§ **Problem to solve**
Copy, from the data below, every line that has "GREGORIO" in it.

(Saved entries)

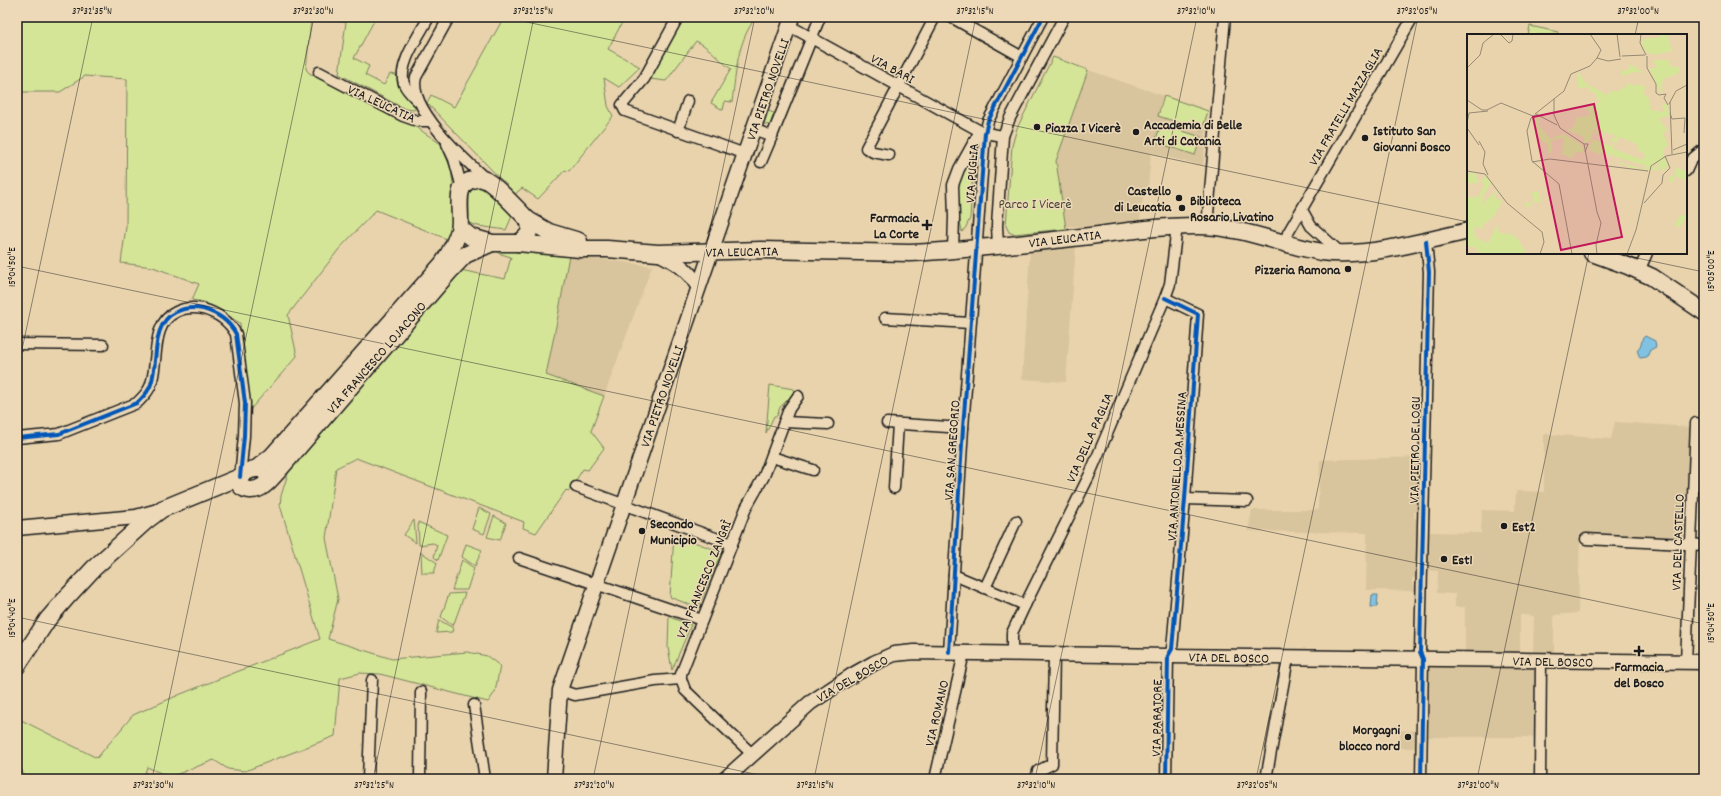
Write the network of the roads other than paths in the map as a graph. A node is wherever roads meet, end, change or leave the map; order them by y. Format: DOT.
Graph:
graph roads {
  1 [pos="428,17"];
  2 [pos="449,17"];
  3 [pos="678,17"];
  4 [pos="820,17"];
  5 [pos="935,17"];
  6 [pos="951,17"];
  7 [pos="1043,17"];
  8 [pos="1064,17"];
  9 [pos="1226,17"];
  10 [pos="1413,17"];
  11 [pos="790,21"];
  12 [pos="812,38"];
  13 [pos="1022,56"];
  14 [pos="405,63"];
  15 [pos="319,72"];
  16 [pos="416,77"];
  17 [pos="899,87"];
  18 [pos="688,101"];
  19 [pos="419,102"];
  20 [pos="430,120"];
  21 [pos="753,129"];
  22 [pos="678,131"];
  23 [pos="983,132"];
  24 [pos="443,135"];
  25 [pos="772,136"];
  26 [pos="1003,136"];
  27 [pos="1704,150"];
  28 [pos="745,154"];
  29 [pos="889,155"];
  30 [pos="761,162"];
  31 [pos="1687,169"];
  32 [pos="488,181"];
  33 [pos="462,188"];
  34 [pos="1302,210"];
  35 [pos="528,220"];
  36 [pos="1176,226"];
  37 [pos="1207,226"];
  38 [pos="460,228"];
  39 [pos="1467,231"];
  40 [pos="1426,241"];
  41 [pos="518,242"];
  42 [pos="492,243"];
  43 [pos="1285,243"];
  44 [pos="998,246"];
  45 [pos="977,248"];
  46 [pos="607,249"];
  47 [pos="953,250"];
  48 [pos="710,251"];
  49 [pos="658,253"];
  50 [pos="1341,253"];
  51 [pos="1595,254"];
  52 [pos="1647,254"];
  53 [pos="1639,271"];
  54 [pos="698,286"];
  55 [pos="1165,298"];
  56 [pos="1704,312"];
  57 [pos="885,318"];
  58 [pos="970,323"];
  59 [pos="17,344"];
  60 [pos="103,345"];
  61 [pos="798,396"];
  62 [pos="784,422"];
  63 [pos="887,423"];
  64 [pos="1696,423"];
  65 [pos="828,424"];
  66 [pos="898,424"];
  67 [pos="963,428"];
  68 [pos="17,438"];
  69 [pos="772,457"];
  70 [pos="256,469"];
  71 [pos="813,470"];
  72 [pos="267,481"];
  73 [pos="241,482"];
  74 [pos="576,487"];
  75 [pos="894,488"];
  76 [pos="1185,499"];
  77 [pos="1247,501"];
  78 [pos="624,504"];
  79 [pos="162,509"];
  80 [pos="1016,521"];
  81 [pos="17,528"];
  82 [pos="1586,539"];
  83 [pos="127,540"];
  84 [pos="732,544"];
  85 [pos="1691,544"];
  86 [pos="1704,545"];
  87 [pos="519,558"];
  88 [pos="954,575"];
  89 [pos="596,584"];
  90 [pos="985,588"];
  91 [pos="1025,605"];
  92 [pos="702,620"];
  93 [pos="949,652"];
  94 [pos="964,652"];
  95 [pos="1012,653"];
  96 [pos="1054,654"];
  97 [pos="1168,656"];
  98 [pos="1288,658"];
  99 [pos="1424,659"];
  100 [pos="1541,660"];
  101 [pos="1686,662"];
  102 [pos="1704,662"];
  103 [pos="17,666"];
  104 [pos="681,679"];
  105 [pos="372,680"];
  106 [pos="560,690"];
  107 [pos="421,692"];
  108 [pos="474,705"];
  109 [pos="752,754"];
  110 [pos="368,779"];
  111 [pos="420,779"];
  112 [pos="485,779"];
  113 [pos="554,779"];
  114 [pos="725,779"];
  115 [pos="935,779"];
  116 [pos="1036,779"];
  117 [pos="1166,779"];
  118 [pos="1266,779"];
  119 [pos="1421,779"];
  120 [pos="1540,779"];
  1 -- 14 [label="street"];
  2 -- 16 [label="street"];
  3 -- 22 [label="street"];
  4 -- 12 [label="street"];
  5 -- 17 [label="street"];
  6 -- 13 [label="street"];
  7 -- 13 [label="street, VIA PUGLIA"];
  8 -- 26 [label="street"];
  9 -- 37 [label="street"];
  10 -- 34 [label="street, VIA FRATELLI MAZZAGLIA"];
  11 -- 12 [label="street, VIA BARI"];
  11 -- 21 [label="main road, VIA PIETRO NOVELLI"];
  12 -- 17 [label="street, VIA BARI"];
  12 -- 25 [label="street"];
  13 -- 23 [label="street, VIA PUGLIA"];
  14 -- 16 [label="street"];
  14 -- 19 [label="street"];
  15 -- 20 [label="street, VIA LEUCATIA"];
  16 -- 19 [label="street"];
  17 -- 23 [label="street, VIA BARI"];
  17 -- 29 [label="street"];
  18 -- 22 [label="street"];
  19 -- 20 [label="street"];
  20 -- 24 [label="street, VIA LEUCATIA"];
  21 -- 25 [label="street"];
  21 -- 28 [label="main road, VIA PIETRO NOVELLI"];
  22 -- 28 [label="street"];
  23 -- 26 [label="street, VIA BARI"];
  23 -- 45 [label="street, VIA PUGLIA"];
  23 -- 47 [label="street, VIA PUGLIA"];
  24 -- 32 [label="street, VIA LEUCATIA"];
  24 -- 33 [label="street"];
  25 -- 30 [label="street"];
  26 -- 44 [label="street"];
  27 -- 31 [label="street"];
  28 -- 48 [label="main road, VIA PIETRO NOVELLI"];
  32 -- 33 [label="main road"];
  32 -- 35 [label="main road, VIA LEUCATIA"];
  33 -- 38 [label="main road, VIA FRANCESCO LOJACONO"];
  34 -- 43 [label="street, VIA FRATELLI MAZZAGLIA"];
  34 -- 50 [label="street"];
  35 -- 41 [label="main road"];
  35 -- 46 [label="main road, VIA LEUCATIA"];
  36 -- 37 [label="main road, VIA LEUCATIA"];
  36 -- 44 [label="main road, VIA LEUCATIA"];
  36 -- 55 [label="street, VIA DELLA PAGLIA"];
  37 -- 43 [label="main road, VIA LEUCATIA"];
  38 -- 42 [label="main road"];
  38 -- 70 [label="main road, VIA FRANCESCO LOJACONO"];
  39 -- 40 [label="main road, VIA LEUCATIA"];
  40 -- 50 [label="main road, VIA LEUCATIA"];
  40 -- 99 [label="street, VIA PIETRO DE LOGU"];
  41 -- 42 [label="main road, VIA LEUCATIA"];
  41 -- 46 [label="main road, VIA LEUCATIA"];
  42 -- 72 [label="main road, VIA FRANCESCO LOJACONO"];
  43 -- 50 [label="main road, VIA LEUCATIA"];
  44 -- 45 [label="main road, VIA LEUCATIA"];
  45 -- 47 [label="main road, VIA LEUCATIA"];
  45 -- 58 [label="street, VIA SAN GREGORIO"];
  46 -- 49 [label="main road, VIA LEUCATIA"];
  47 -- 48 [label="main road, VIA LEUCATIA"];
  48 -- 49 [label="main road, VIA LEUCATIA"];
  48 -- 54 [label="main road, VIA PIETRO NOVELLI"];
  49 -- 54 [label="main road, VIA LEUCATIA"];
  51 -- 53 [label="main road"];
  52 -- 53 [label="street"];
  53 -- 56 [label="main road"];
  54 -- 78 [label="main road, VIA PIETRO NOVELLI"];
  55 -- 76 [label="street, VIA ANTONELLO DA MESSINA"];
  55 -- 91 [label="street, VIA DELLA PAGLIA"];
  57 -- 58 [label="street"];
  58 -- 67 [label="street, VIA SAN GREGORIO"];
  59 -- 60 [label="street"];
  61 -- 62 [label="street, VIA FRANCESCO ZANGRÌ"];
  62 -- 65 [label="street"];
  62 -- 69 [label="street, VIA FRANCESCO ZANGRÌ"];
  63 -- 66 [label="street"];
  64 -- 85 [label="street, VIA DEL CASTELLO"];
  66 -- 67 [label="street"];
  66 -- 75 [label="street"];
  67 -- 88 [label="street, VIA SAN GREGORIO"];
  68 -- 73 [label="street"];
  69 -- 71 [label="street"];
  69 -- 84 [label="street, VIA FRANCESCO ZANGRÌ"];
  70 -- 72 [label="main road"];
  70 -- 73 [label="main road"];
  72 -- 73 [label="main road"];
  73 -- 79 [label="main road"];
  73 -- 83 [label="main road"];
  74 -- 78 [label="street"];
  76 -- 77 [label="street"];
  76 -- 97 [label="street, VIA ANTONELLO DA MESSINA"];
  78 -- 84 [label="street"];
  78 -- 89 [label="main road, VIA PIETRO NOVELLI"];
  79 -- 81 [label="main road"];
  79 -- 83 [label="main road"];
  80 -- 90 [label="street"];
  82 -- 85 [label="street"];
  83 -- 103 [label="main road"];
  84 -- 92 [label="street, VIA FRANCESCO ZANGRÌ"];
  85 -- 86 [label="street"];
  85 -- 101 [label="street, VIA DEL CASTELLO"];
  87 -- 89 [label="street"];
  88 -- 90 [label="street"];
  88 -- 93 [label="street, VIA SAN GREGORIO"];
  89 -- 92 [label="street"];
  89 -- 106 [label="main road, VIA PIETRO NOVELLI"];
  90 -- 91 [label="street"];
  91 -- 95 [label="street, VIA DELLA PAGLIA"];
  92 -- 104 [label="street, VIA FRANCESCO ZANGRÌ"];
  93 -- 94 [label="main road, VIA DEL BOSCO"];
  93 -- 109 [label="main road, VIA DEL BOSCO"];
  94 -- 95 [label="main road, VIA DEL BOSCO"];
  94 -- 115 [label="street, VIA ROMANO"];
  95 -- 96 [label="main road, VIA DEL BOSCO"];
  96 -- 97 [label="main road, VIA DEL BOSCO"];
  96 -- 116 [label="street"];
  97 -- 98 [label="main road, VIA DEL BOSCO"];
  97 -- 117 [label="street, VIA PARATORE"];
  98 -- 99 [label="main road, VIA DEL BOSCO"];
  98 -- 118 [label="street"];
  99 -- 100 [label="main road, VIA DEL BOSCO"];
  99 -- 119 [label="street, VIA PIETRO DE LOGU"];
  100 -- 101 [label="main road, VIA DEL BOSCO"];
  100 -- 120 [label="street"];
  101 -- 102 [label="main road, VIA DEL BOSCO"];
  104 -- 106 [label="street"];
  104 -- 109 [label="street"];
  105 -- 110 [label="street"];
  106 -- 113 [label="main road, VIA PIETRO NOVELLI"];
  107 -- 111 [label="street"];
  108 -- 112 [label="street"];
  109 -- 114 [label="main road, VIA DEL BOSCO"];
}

§ **Answer below**
  45 -- 58 [label="street, VIA SAN GREGORIO"];
  58 -- 67 [label="street, VIA SAN GREGORIO"];
  67 -- 88 [label="street, VIA SAN GREGORIO"];
  88 -- 93 [label="street, VIA SAN GREGORIO"];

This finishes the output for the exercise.